Yes, getting the public key of the domain as part of the DNS lookup is better engineering all around. It would also be nicer for services like Akamai which spew out different IPs and for the same domain name, and are currently forced to use the exact same private key in every one of those machines.
There are a lot of short-comings of the existing SSL certificate infrastructure. To a large extent, most PKI definitions are purely hypothetical (there is the line someplace, in theory there is no difference between theory and practice, but in practice there is) ... trivial example is that most PKI definitions include things like CRLs for dealing with revoked or compromised certificates/private keys ... and yet the SSL infrastructure doesn't have any of that in it (even tho client checking of server SSL domain certificates accounts for 99.999999% of all such PKI operations that occur in the world today).

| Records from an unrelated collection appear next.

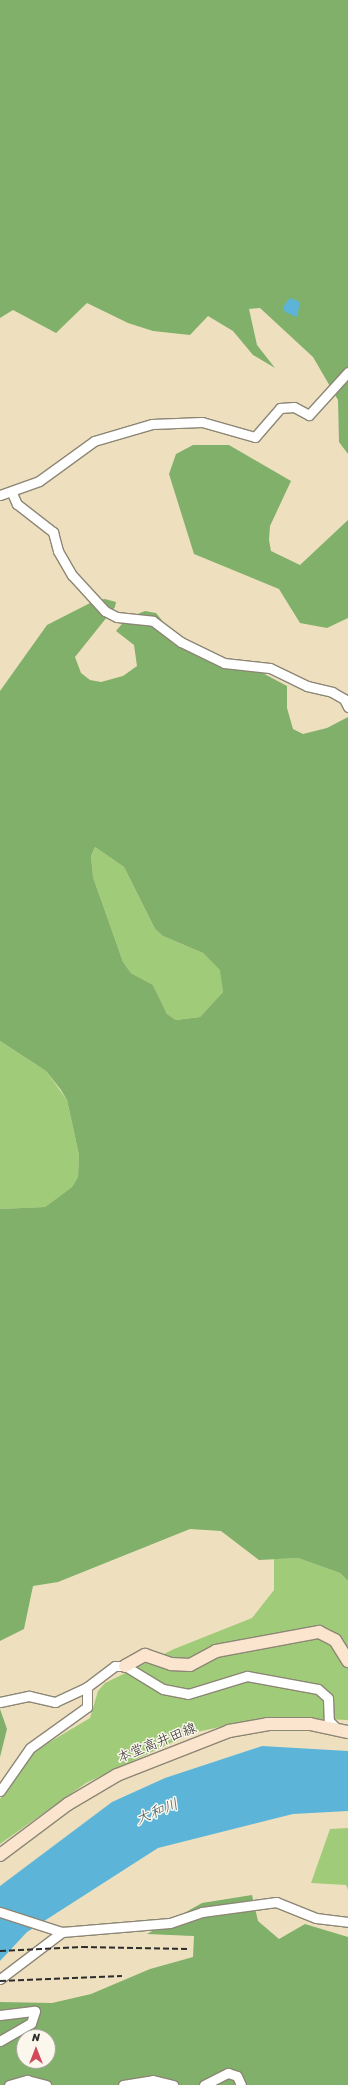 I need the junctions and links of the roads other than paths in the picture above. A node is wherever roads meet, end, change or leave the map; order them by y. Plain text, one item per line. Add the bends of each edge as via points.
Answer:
1 (348, 372) edge
2 (12, 493) junction
3 (0, 495) edge
4 (348, 707) edge
5 (348, 1661) edge
6 (125, 1666) junction
7 (87, 1688) junction
8 (0, 1702) edge
9 (343, 1730) edge
10 (0, 1792) edge
11 (0, 1855) edge
12 (0, 1912) edge
13 (348, 1922) edge
14 (59, 1931) junction
15 (0, 1979) edge
16 (0, 2015) edge
17 (0, 2041) edge
18 (9, 2085) edge
19 (46, 2085) edge
20 (122, 2085) edge
21 (173, 2085) edge
22 (204, 2085) edge
23 (241, 2085) edge

1 - 2 street via 309,415 294,408 280,408 255,436 202,422 152,424 82,447 38,481
2 - 3 street
2 - 4 street via 17,504 53,532 58,551 72,575 105,611 117,617 153,622 181,642 228,664 270,668 307,686 332,692 344,699
5 - 6 main road via 334,1640 319,1632 216,1651 190,1665 171,1664 145,1655
6 - 7 street via 115,1666
6 - 9 street via 163,1689 188,1694 247,1676 318,1689 328,1698 329,1721
7 - 8 street via 55,1702 29,1696
7 - 10 street via 87,1707 30,1748
9 - 11 main road, 本堂高井田線 via 267,1724 229,1731 148,1761 68,1804
12 - 14 street
13 - 14 street via 316,1918 276,1902 225,1908 170,1923
14 - 15 street
16 - 17 street via 35,2011 26,2027
18 - 19 street via 27,2080
20 - 21 street via 153,2080
22 - 23 street via 228,2073 237,2076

Revocation just plain doesn't work. The only practical solution is online verification. -Bram Cohen
On Mon, 20 Nov 2000 cgripp@axcelerant.com wrote:
So what is the acceptable threshold of errors? 1 in a 1000000? What if that 1 is the invalid certificate that allows your bank account to be compromised. CA's should either be 100% or 0% trustworthy. I do agree that there needs to be a protocol to allow CA's to compare databases of certificates for mismatches etc that might reveal an attempt at publishing a fraudulent certificate.
Gripp
For a CA, I'd say 1 in 10^7 requests, tops, would be an acceptable rate of getting spoofed. But if it were for a transaction I was really paranoid about, I might require an error rate of 1 in 10^10 or less. Modulo standard statistical methods regarding sample sizes, of course -- a new CA that's never been spoofed but has only served 10^8 requests, should be regarded as a hell of a lot less reliable than a cert that's gotten spoofed 1000 times out of 10^11 requests, just because of sample sizes and number of significant figures involved. But my point is we don't even have a protocol for swapping and updating information about CA's reliability rates, so there's no way to even *assess* the reliability of our current CA's. We just assume that they are trustworthy, and sometimes we are wrong. They don't actually check much before they issue a cert. Also, they don't really have a way of revoking their certs, so once they realize they've been spoofed they can't really correct it very easily -- the spoofing site can go on presenting its spoofed cert for a full year in most cases before it expires and if the client doesn't contact the CA's keyserver directly the client will never know. I agree with you that CA's should be 100 percent trustworthy. Pigs should be able to fly, too. Bear
participants (5)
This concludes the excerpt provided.